▶ _What to do_: Given the records below, pull every line with the word "path" into the answer.

- - -

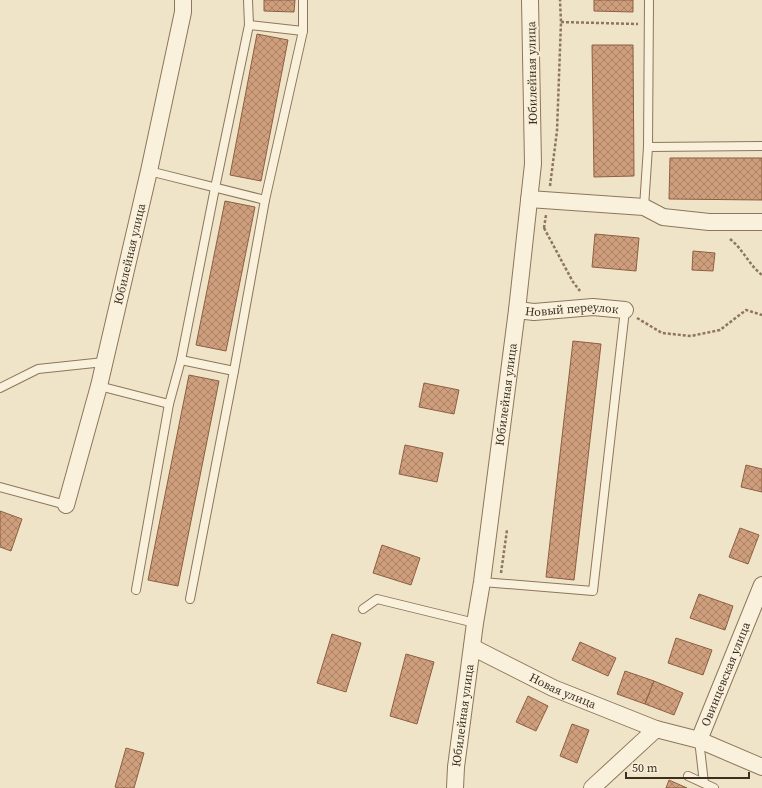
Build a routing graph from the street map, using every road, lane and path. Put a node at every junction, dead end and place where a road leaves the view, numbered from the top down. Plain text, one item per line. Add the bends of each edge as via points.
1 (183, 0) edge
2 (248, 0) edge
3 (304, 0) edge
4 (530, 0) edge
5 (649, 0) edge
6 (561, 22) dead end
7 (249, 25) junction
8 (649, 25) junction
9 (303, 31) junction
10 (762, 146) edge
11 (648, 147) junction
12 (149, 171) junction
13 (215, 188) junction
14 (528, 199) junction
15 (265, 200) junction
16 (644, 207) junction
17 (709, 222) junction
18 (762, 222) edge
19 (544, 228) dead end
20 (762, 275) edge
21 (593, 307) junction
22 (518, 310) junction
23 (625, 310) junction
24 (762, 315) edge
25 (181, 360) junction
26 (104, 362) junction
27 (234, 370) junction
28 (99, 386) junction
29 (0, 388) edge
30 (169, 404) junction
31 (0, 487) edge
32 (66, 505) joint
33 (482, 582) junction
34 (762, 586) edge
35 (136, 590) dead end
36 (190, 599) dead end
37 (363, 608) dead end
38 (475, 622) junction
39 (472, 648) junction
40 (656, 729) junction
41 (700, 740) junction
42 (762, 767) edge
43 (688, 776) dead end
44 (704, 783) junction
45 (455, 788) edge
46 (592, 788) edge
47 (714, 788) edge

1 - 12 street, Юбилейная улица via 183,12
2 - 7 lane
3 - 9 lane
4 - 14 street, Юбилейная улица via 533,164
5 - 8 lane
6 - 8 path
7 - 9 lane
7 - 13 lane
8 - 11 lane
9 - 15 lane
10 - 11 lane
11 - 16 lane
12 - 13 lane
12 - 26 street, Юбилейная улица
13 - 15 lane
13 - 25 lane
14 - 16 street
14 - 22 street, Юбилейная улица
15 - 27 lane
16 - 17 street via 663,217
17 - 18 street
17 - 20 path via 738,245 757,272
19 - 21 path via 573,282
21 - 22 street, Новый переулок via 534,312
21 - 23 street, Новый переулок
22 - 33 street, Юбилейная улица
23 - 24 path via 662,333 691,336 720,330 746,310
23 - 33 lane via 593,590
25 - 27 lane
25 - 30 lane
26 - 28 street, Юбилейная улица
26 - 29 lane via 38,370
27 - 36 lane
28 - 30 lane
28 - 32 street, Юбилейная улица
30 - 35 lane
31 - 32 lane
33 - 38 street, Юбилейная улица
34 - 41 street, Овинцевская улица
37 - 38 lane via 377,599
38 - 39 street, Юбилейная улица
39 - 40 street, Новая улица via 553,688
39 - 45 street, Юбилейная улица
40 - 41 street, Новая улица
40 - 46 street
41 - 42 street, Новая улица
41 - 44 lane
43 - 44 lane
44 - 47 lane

- - -

▶ _Exercise answer_:
Build a routing graph from the street map, using every road, lane and path. Put a node at every junction, dead end and place where a road leaves the view, numbered from the top down. Plain text, one item per line. Add the bends of each edge as via points.
6 - 8 path
17 - 20 path via 738,245 757,272
19 - 21 path via 573,282
23 - 24 path via 662,333 691,336 720,330 746,310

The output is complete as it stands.